---------- DATA TO PROCESS ----------

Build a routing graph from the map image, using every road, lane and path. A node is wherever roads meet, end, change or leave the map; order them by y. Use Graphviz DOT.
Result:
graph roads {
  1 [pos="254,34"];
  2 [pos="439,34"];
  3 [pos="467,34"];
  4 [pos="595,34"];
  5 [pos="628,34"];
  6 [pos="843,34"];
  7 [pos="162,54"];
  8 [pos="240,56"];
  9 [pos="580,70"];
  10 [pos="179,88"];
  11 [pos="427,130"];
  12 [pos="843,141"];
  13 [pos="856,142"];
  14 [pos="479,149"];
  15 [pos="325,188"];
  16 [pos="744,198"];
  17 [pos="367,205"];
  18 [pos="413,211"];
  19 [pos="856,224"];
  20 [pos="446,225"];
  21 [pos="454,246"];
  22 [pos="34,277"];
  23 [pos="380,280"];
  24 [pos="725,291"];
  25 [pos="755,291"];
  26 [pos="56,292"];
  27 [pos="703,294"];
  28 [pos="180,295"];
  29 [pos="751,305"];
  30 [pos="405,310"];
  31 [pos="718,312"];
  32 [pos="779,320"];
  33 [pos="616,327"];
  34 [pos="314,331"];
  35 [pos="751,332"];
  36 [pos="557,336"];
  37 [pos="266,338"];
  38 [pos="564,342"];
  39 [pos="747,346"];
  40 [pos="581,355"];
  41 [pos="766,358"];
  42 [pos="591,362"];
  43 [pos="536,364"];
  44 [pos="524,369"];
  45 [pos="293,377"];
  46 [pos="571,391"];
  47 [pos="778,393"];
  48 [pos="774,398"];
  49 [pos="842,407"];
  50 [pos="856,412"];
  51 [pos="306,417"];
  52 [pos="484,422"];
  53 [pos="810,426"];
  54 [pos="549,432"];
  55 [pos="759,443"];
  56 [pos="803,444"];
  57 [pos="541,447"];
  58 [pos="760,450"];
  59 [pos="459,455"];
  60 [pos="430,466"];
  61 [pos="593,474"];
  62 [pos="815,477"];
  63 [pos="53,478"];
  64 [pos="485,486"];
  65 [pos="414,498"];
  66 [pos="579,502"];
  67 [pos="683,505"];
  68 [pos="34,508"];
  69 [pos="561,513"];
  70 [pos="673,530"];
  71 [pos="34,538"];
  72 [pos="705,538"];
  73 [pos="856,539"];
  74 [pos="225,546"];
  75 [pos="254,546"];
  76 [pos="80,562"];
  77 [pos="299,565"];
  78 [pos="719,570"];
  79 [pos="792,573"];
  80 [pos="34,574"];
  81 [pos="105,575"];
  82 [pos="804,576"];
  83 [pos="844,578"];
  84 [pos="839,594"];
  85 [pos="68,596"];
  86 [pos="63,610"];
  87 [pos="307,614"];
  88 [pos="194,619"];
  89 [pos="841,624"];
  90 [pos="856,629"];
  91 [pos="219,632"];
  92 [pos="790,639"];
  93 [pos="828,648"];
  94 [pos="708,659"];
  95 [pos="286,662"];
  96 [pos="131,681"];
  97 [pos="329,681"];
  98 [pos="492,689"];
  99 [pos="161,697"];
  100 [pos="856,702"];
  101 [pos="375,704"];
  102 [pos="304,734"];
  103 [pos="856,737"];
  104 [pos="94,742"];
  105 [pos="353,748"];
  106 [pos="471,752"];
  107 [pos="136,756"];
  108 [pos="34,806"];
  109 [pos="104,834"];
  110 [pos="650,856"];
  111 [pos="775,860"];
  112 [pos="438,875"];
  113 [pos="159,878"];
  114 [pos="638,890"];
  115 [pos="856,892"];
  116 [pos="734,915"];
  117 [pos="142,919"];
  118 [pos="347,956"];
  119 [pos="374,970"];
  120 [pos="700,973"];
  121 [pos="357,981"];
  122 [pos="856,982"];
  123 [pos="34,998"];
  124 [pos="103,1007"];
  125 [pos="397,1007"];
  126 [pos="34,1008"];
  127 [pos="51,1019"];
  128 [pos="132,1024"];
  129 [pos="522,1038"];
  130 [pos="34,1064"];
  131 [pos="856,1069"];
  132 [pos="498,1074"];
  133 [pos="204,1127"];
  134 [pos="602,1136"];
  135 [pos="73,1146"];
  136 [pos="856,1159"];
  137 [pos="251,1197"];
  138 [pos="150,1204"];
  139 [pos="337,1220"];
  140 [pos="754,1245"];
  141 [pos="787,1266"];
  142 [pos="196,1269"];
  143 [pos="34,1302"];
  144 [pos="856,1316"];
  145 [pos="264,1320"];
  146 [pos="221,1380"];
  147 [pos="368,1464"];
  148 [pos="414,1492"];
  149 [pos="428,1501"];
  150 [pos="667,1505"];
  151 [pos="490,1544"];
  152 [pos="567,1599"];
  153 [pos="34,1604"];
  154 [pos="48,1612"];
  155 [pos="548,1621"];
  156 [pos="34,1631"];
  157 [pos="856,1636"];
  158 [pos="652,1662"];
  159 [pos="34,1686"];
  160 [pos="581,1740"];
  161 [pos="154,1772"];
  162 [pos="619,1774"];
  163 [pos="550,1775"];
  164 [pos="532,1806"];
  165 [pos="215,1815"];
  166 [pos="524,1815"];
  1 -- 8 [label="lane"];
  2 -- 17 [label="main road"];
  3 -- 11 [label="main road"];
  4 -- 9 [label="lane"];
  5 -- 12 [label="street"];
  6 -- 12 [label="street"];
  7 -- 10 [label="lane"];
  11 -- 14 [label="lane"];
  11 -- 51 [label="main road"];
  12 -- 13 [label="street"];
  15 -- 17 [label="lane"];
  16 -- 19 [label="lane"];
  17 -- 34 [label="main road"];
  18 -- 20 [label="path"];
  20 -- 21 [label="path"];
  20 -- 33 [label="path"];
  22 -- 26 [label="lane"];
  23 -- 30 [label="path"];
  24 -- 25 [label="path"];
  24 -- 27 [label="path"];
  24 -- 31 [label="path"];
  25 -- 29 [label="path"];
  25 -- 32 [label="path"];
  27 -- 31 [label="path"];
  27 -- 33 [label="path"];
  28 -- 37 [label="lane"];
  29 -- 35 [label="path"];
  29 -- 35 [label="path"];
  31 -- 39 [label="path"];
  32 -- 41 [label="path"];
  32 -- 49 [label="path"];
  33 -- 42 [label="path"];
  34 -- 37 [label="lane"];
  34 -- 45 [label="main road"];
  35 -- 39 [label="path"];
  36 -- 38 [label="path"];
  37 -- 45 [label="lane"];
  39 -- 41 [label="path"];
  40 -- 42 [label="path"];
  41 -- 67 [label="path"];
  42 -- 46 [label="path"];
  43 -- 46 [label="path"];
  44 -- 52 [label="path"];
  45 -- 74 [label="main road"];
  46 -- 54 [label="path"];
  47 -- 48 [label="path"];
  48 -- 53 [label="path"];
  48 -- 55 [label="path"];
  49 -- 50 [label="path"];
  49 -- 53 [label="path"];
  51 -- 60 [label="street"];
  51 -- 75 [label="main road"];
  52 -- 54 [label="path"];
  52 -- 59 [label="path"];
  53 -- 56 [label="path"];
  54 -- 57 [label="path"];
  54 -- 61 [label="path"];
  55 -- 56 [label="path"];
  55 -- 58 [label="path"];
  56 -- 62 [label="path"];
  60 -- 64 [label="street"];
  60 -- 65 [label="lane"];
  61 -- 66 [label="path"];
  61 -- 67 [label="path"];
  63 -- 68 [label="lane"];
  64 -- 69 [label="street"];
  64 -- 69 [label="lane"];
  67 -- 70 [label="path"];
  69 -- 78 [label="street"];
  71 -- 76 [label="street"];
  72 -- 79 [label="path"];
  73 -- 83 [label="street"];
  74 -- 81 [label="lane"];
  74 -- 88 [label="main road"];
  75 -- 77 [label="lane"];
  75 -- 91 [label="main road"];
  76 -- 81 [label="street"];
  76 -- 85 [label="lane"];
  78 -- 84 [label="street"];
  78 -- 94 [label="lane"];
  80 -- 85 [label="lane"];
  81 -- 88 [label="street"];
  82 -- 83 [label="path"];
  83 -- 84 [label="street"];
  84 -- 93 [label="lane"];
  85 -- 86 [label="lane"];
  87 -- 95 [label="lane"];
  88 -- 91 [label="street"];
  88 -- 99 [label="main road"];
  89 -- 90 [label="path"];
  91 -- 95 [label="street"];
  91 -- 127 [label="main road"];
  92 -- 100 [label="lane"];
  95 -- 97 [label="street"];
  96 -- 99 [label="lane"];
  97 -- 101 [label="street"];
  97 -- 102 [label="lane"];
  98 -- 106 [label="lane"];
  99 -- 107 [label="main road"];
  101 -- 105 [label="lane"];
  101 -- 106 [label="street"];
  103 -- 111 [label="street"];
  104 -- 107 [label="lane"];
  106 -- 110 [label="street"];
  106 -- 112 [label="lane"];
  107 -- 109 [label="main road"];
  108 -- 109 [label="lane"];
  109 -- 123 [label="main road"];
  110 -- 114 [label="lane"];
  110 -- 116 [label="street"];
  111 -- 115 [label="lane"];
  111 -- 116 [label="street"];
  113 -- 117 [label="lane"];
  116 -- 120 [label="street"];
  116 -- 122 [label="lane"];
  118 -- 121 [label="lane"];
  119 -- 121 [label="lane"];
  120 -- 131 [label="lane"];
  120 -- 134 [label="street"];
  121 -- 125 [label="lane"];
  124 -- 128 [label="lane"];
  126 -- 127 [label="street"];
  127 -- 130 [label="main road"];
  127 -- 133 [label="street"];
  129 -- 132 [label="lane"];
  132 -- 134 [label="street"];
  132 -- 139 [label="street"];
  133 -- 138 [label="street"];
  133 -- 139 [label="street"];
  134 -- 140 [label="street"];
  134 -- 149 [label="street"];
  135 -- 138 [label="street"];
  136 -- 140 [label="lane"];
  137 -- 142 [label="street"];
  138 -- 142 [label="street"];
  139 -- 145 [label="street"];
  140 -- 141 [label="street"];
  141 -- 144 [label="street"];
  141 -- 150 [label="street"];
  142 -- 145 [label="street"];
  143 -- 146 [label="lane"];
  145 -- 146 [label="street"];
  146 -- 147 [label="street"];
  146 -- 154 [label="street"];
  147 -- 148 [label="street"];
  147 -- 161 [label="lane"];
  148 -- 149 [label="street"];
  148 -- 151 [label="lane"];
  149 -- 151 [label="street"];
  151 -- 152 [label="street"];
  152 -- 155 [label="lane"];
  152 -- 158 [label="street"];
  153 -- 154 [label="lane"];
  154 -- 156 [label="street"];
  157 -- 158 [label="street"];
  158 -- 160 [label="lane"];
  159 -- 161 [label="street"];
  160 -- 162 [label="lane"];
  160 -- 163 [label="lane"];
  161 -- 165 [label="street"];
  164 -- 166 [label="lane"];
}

----------

### INSTRUCTIONS TO FOLLOW
In the entries above, find each line that has the word "roads". Copy it.

### COMPLETED TASK
Build a routing graph from the map image, using every road, lane and path. A node is wherever roads meet, end, change or leave the map; order them by y. Use Graphviz DOT.
graph roads {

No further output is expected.